Britain, Germany, UAE airports 'refused fuel' to Iran planes

5th July 2010, Comments 0 comments

Airports in Britain, Germany and the United Arab Emirates have refused to refuel Iranian passenger planes since Washington imposed unilateral sanctions on Tehran last week, ISNA news agency said Monday.

IRNA, the official state news agency, said in a separate report that Kuwaiti airports have also turned down fuel for Iranian planes.

"Since last week, after the passing of the unilateral law by America and the sanctions against Iran, airports in England, Germany, the UAE have refused to give fuel to Iranian planes," ISNA quoted Mehdi Aliyari, secretary of the Iranian Airlines Union, as saying.

The decision by the airports in these countries comes at a time when a large number of expatriate Iranians, especially those in Europe, travel to and from Iran for summer holidays.

Aliyari said their refusal has so far impacted Iran Air, the national carrier, and a leading private airline, Mahan Air, as both operate several flights to Europe.

Heshmatollah Falahat-Pisheh, a lawmaker and member of Iranian parliament's committee on foreign policy and national security, warned of retaliatory action by Tehran, especially towards the United Arab Emirates.

"Despite US claims that the sanctions are smart and aimed at preventing nuclear and missile development, we see these sanctions targeting Iran's development ... and seeking to hurt ... Iranians," he told ISNA.

"We should definitely do the same thing to the Emirates, Britain and Germany whose planes need to be refuelled in Iran."

Hitting out at the UAE he said: "UAE's cooperation with US should be noted ... if Iran's development or security are harmed, then no countries in the region can have sustainable security."

A UAE civil aviation spokesman, contacted by AFP, said he "had no information" about the reports that Iranian planes had been refused fuel.

And in Germany, the transport ministry said in a statement that neither US nor United Nations sanctions covered the refuelling of Iranian passenger planes, without a specific reaction to the Iranian reports.
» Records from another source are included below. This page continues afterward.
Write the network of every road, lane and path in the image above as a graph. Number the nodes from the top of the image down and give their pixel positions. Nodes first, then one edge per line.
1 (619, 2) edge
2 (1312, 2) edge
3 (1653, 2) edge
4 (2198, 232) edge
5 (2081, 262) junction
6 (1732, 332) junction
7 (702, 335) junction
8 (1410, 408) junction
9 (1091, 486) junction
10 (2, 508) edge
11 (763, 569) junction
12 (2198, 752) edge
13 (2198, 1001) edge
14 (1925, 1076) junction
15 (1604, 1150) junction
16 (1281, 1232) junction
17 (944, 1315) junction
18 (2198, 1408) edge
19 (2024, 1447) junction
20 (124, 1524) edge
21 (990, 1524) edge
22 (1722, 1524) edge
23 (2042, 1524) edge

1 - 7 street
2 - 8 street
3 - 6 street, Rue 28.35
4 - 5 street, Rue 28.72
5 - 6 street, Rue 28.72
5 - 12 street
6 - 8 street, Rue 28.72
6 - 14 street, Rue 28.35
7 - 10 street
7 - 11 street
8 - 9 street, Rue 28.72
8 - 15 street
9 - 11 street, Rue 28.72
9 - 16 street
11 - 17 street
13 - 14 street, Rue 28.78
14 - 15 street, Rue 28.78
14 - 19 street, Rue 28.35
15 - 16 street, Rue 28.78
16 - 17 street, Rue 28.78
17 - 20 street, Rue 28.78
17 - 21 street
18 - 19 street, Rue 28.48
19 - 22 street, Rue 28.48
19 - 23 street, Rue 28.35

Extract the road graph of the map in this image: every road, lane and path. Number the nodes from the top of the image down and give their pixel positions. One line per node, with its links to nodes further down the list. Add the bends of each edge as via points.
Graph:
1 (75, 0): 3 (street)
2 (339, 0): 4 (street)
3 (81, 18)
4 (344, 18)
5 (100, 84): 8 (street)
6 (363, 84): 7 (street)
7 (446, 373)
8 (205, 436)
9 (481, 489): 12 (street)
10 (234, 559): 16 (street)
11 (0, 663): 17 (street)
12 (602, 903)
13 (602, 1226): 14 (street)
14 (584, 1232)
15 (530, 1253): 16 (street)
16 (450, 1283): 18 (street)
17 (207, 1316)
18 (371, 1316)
Last Thursday, US President Barack Obama signed into law the toughest ever US sanctions on Iran, which he said would strike at Tehran's capacity to finance its nuclear programme and deepen its isolation.

The measures, on top of new UN and European sanctions, aim to choke off Iran's access to imports of refined petroleum products like gasoline and jet fuel, and to curb its access to the international banking system.

"With these sanctions -- along with others -- we are striking at the heart of the Iranian government's ability to fund and develop its nuclear programmes," Obama said before signing the sanctions into law.

"There should be no doubt: the United States and the international community are determined to prevent Iran from acquiring nuclear weapons."

World powers led by Washington suspect Tehran is making nuclear weapons under the guise of a civilian atomic programme. Iran says its nuclear programme is purely for peaceful purposes.

On June 9, the UN Security Council imposed a fourth set of sanctions against Iran, which was followed by unilateral punitive measures by the European Union and later by the United States.

Iran could lodge a complaint to the United Nations and the International Civil Aviation Organisation over the action of these airports, lawmaker Kazem Jalali was quoted as saying by the English-language Iran News.

On Monday, President Mahmoud Ahmadinejad once again dismissed the sanctions imposed on Iran.

"The sanctions that they have imposed do not strike a blow at Iran ... They have imposed these sanctions to defend themselves and they know they cannot do anything," the hardliner said.

All four sets of UN sanctions have been imposed on Iran under the presidency of Ahmadinejad who has defiantly pursued Tehran's nuclear programme.